Georg Hermann wurde am 7. Okto­ber 1871 als Georg Borchardt im Haus des Tabak­händ­lers Präto­rius in der Heili­ge­geist­straße 39 gebo­ren. Die Straße lag nahe der Span­dauer Straße in Mitte, sie exis­tiert heute nicht mehr. Ursprüng­lich hieß er Georg Borchardt und wurde gebo­ren als erstes von sechs Kindern eines verarm­ten Weiß­wa­ren­händ­lers. Die Kinder­jahre waren über­schat­tet von Armut, der Schuld­haft seines Vaters und schließ­lich von dessen körper­li­chen Verfall. Georg schaffte es trotz­dem, das Aska­ni­sche und später das Fried­rich-Werder­sche Gymna­sium zu besu­chen und erreichte dort die “Reife der Ober­se­kunda”. Als er mit 20 Jahren die Schule verließ, war sein Vater Hermann bereits tot. Die Mutter zog mit den Kindern in die Bülow­straße 18 an der Ecke zur Froben­straße. Dieses Haus wurde im Krieg zerstört.

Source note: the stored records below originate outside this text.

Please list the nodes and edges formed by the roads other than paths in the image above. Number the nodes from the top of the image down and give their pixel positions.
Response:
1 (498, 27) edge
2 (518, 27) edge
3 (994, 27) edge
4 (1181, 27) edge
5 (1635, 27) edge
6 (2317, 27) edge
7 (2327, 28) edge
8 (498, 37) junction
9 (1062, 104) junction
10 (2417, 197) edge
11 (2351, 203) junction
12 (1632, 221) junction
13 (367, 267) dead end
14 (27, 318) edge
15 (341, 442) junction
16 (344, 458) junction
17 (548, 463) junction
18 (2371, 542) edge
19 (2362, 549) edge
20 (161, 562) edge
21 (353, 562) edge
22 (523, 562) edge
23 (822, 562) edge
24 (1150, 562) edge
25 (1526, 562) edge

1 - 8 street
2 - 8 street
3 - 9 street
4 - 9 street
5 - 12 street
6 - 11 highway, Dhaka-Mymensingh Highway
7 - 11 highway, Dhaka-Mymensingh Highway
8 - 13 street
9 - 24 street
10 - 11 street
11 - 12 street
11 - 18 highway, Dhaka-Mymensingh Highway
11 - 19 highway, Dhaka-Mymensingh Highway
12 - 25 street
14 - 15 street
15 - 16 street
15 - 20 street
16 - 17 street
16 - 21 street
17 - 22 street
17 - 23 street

Nach dem Schul­ab­schluss fand Georg eine Anstel­lung als Lehr­ling und Gehilfe in einem Krawat­ten­ge­schäft. Danach leis­tete er seinen Dienst im Preu­ßi­schen Mili­tär ab und arbei­tete dann als Hilfs­ar­bei­ter im Statis­ti­schen Amt der Stadt Berlin. Schon damals schrieb er Geschich­ten, was später zu seinem Beruf werden sollte.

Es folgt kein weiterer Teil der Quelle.